Being such a large province – Yunnan is slighty bigger than Germany – it would’ve been impossible to take in its entirety in a single short visit. So, we decided to focus on the north, and to stay in four of the beautiful Tibetan-styled Songtsam luxury boutique lodges. Founded in 2001 by Yunnan native and ethnic Tibetan, Baima Dorji, a renowned documentary filmmaker, the lodges immerse guests in a Tibetan ambience within the natural splendor of their surroundings. Since then, his vision has expanded into Tibet, and Songtsam now totals 11 magnificent properties.

Our tour began with a stay in the Hylla Vintage Hotel on the outskirts of Baisha village, which is close to Lijiang and offers 35 luxurious rooms in a scenic rural setting that exudes tranquility and relaxation. Renowned for its corporate events and stylish weddings, the property sits at the foot of Yulong Snow Mountain, also known as Jade Dragon Snow Mountain, and blends art and design with unique architecture and stunning vistas. The mountain tops out at 5,600 meters above sea level and forms part of the wider Yulong Mountain range, which hosts the upper Yangtze River. We enjoyed wandering around Baisha, with its traditional-styled buildings and ethnic Naxi handicrafts. 

The Songtsam Lijiang Linka Lodge formed our introduction to the Songtsam experience with its warm wood panelling, Buddha statues and Tibetan rugs. The attentive service was exemplified by the provision of Kung Fu slippers that stayed with us for the rest of the trip. Another luxe option is Amandayan, which sits at the top of Lijiang’s Lion Hill overlooking the narrow lanes of the UNESCO-listed Old Town. 

Yulong Mountain sits within the Yulong Snow Mountain National Scenic Area and National Geological Park, a 5A classified scenic area, making it one of the leading tourist attractions in China. We rode a cable car – with our trusty cans of compressed oxygen to alleviate any signs of altitude sickness – 4,500 meters up to watch folk musical, ‘Impression Lijiang’ in the Jade Dragon Snow Mountain Open Air Theatre. The show is directed by Zhang Yimou, the celebrated film director, producer, writer and actor responsible for the opening and closing ceremonies of the 2008 Beijing Summer Olympic Games and the 2022 Beijing Winter Olympic Games. 

Yimou has created a series of outdoor folk musicals in China under the title Impression, with singing and dancing demonstrating the traditions and lifestyle of the local ethnic people, and it’s a don’t-miss. Another popular activity for visitors – something we noticed almost everywhere we went – is hiring local ethnic costumes and posing for photographs against the scenic landscape.

Travelling northward by road to Tacheng took us to our next Songtsam Lodge, woth more stunning views across terraced fields.
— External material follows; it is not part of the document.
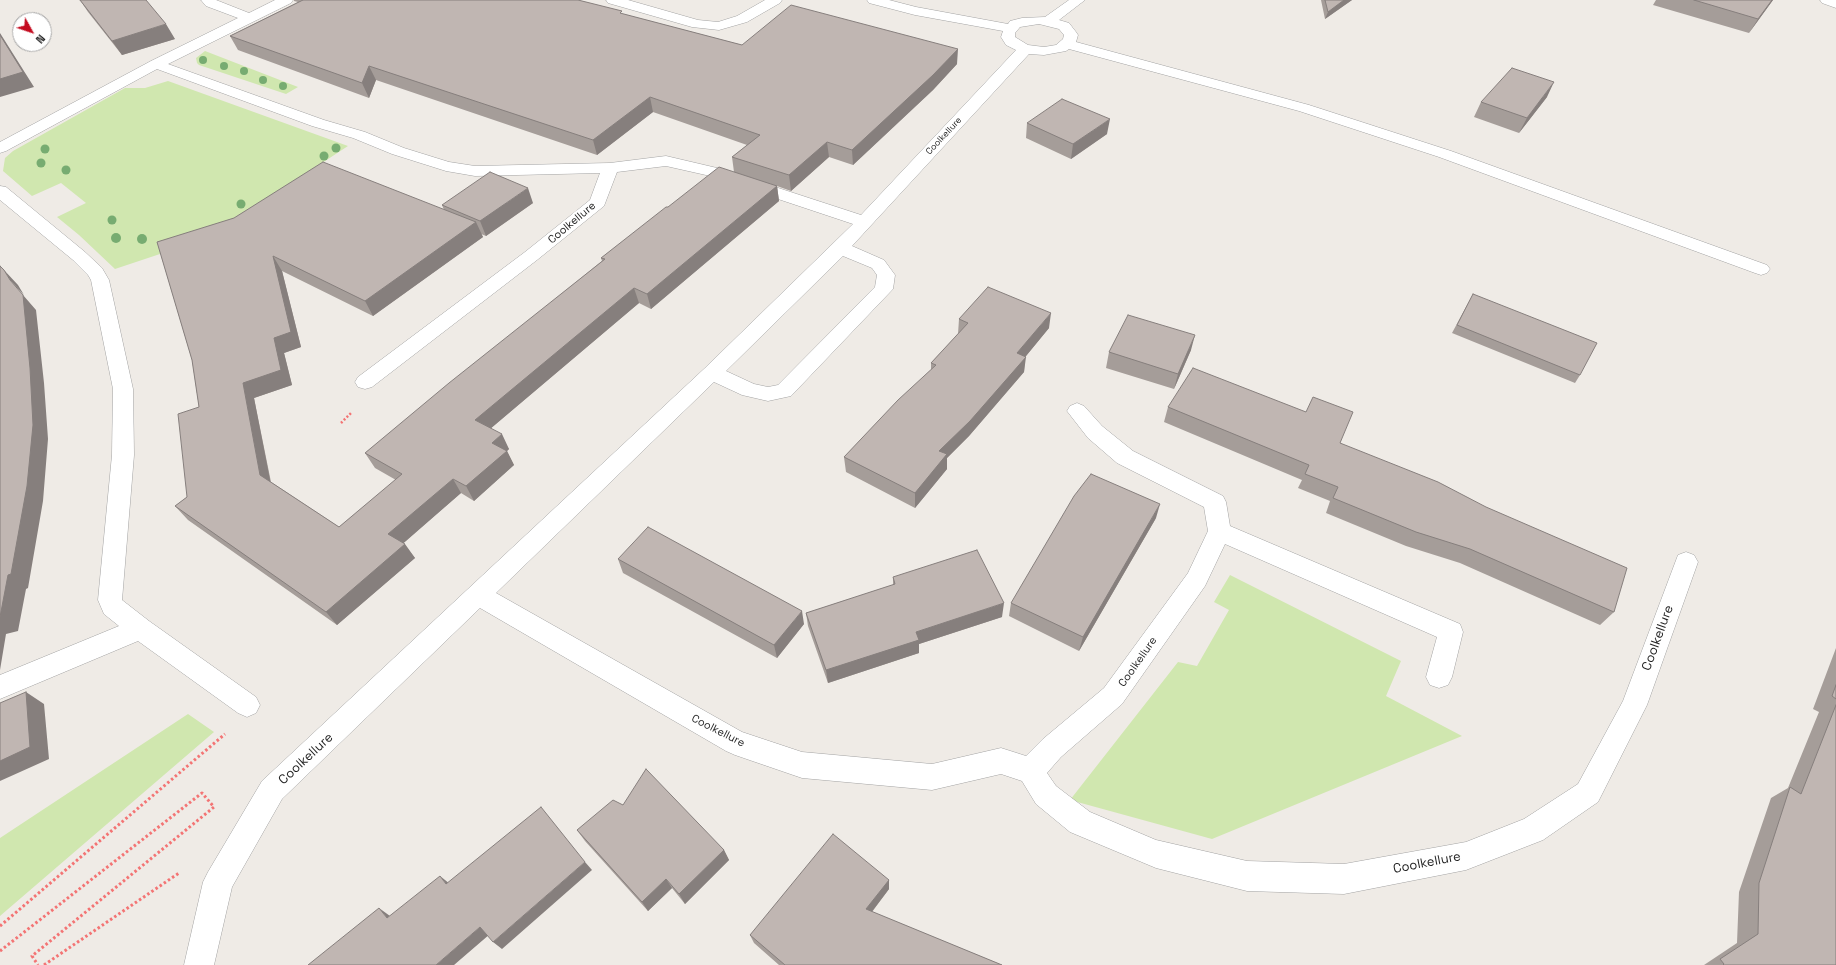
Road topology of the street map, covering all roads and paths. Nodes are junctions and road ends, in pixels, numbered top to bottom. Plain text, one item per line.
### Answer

A short hike into the nearby Yunnan Golden Monkey National Park afforded close-up encounters with these rare primates, which are endemic to China. Visiting Xiangbi Mountain, we found a temple fronting the Dharma Cave, a pilgrimage site honoring the memory of Bodhidharma, who is said to have lived there for 10 years. We encountered some followers who were prostrating themselves around the mountain over a period of two days as part of their pilgrimage. Another group of ethnic Tibetan women had a similar idea, but their goal was to squeeze themselves through a gap between two rocks with the hope of propitious outcomes. 

Dongzhulin monastery in Benzilan Town is home to some 500 Yellow Hat monks. The interior is adorned with myriad cultural relics and statues along with colourful flags, paintings, religious instruments and sculptures. From here, we moved on to Songtsam Lodge Meili, located at around 3,300 meters elevation in the serene village of Gujiunong, populated by just five families. The Lodge affords stunning views of Mount Kawagebo, which, at 6,740 meters, is part of the Meili Snow Mountain Range, consisting of 13 peaks exceeding 6,000 meters and bordering Tibet. 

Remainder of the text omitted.